Despite the increase in complaints about misinformation to medical boards, several prominent nephrologists interviewed by Kidney News agreed that the problem is less visible in nephrology.

“Fortunately, it seems that spreading misinformation is not a widespread problem in the nephrology physician community,” said Rudolph A. Rodriguez, MD, director of hospital and specialty medicine at the Veterans Affairs (VA) Puget Sound Medical Center in Seattle, WA, and chair of the ABIM Nephrology Board. “Health systems and professional societies need to step up and find ways to ensure patients know how to find good information.”

“The ABIM Nephrology Board will not be taking any action independent of the general ABIM actions,” Rodriguez said, but a top-level administrator at the VA sent a link to The New England Journal of Medicine article to a list that included all the VA chief medical officers “reminding our staff that sharing and condoning medical misinformation is an issue that we continue to address nationally.”

As part of its campaign, ABIM emailed medical society leaders and others a “communications toolkit” encouraging them to become active in its campaign against misinformation. The toolkit includes sample emails to send colleagues with a link to The New England Journal of Medicine article, a draft copy to use in a newsletter, a sample Letter to the Editor to send to mainstream media, and sample social media posts.

Deidra Crews, MD, a former ABIM Nephrology Board member and professor of medicine at Johns Hopkins University in Baltimore, MD, said that she has encountered some disinformation in the kidney community, but it is “rare.” She said that some “safeguards” in place to prevent the spread of misinformation at forums, such as conferences, are the presence of gatekeepers to “guard against those who may be known for spreading misinformation” and to request slides ahead of time to review what a person plans to say. “There can be times when what is said during a conference could be something that many may find to be offensive or to be misinformation, and then you [may have to] make a counter statement,” Crews said.

Matthew Sparks, a current ABIM Nephrology Board member and assistant professor of medicine at Duke University in Durham, NC, said that “It is becoming increasingly important to have a presence online to whatever capacity you feel comfortable. That can be just a website,” or it could involve finding ways for greater advocacy to combat misinformation.

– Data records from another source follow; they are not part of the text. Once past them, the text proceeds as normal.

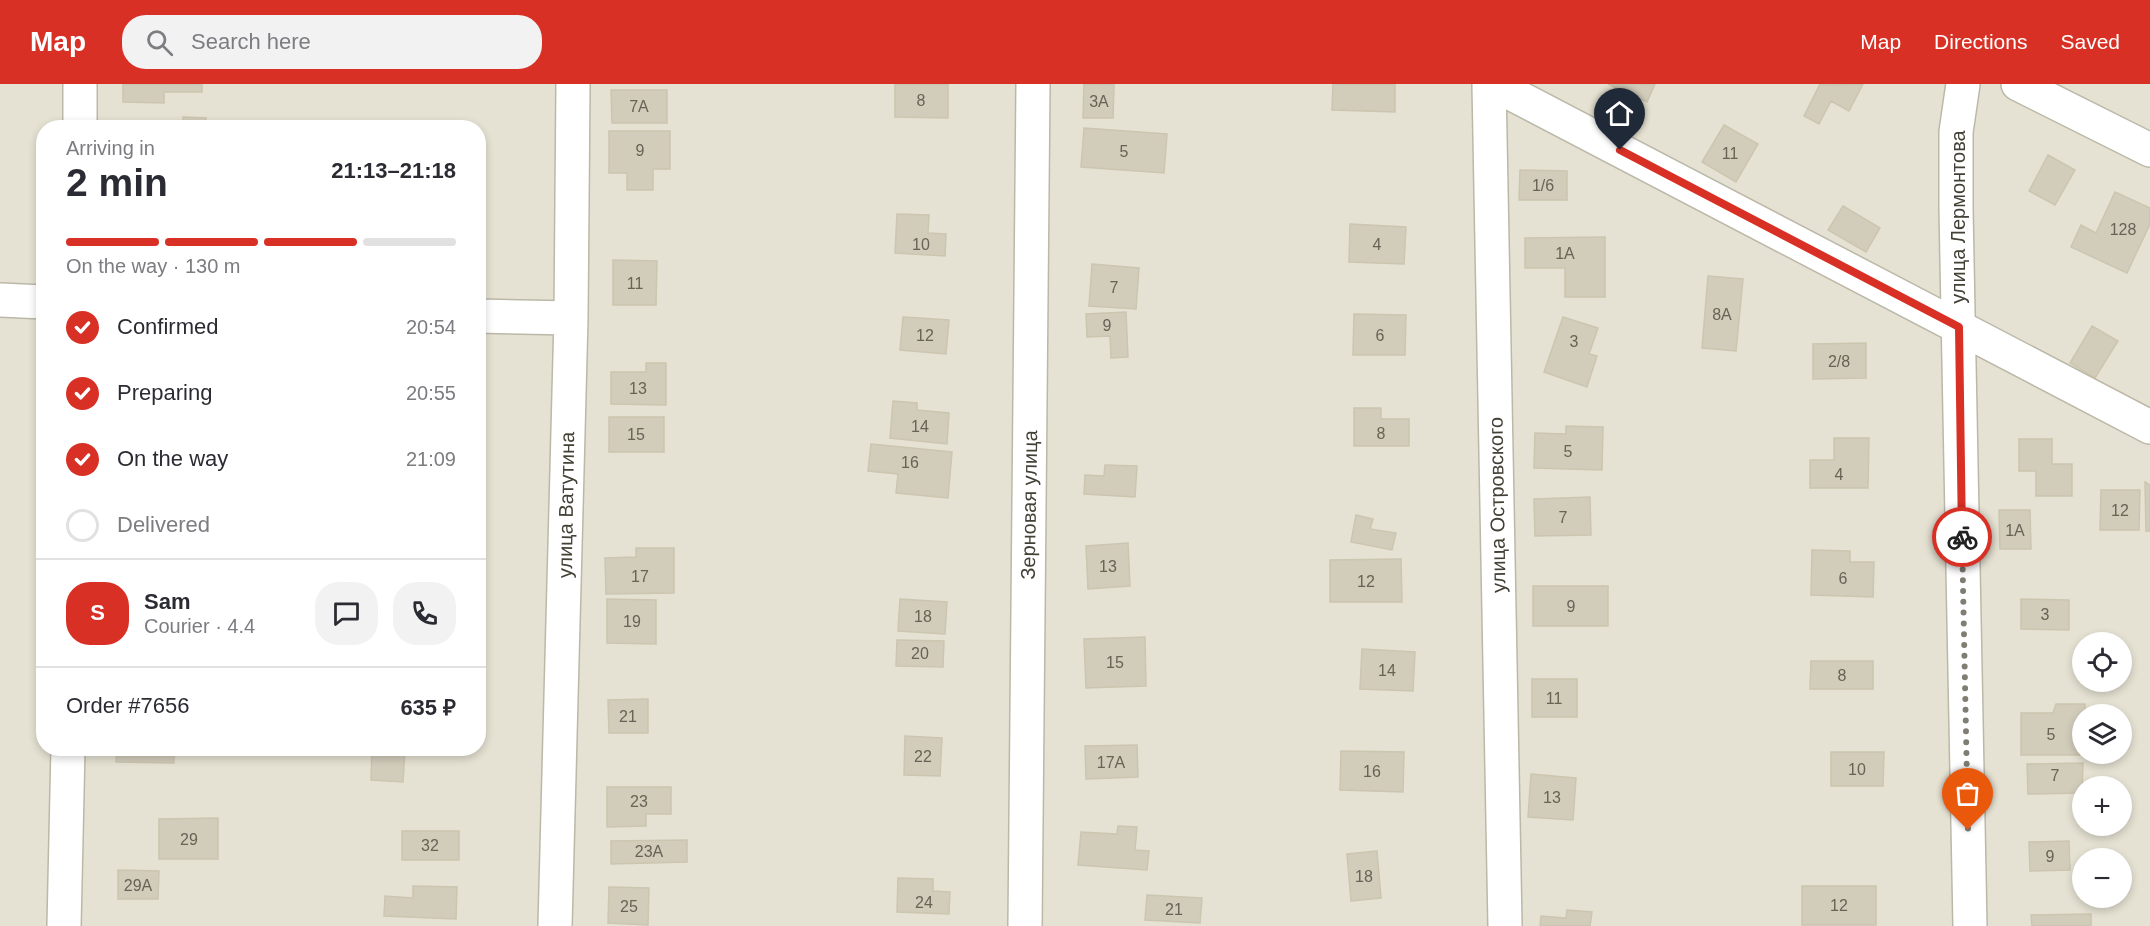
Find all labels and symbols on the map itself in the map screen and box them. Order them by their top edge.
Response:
pin [1594,88,1645,150]
house number: 8 [917,92,926,109]
house number: 3А [1089,93,1109,110]
house number: 7А [629,98,649,115]
street label: улица Лермонтова [1947,129,1969,304]
house number: 9 [636,142,645,159]
house number: 5 [1120,143,1129,160]
house number: 11 [1722,145,1738,162]
house number: 1/6 [1532,177,1554,194]
house number: 128 [2110,221,2136,238]
house number: 10 [912,236,930,253]
house number: 4 [1373,236,1382,253]
house number: 1А [1555,245,1575,262]
house number: 11 [627,275,643,292]
house number: 7 [1110,279,1119,296]
house number: 8А [1712,306,1732,323]
house number: 9 [1103,317,1112,334]
house number: 12 [916,327,934,344]
house number: 6 [1376,327,1385,344]
house number: 3 [1570,333,1579,350]
house number: 2/8 [1828,353,1850,370]
house number: 13 [629,380,647,397]
street label: улица Островского [1484,417,1510,593]
house number: 14 [911,418,929,435]
house number: 8 [1377,425,1386,442]
house number: 15 [627,426,645,443]
street label: Зерновая улица [1017,429,1041,580]
street label: улица Ватутина [554,431,578,578]
house number: 5 [1564,443,1573,460]
house number: 16 [901,454,919,471]
house number: 4 [1835,466,1844,483]
house number: 12 [2111,502,2129,519]
courier [1932,507,1992,567]
house number: 7 [1559,509,1568,526]
house number: 1А [2005,522,2025,539]
house number: 13 [1099,558,1117,575]
house number: 17 [631,568,649,585]
house number: 6 [1839,570,1848,587]
house number: 12 [1357,573,1375,590]
house number: 9 [1567,598,1576,615]
house number: 3 [2041,606,2050,623]
house number: 18 [914,608,932,625]
house number: 19 [623,613,641,630]
house number: 20 [911,645,929,662]
house number: 15 [1106,654,1124,671]
house number: 14 [1378,662,1396,679]
house number: 8 [1838,667,1847,684]
house number: 11 [1546,690,1562,707]
house number: 21 [619,708,637,725]
house number: 5 [2047,726,2056,743]
house number: 22 [914,748,932,765]
house number: 17А [1097,754,1126,771]
house number: 10 [1848,761,1866,778]
house number: 16 [1363,763,1381,780]
house number: 7 [2051,767,2060,784]
pin [1942,768,1993,830]
house number: 13 [1543,789,1561,806]
house number: 23 [630,793,648,810]
house number: 29 [180,831,198,848]
house number: 32 [421,837,439,854]
house number: 23А [635,843,664,860]
house number: 9 [2046,848,2055,865]
house number: 18 [1355,868,1373,885]
house number: 29А [124,877,153,894]
house number: 24 [915,894,933,911]
house number: 12 [1830,897,1848,914]
house number: 25 [620,898,638,915]
house number: 21 [1165,901,1183,918]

Sparks is the program director for the Nephrology Social Media Collective Internship, a yearlong curriculum that teaches how to use social media effectively “to be part of the solution.” Information on the program, which began in 2015, is available at (7). “There is no way to eliminate misinformation, so it is imperative that all of us take it upon ourselves to call it out and also put out information that is not only accurate but [is also] backed up by data,” Sparks said.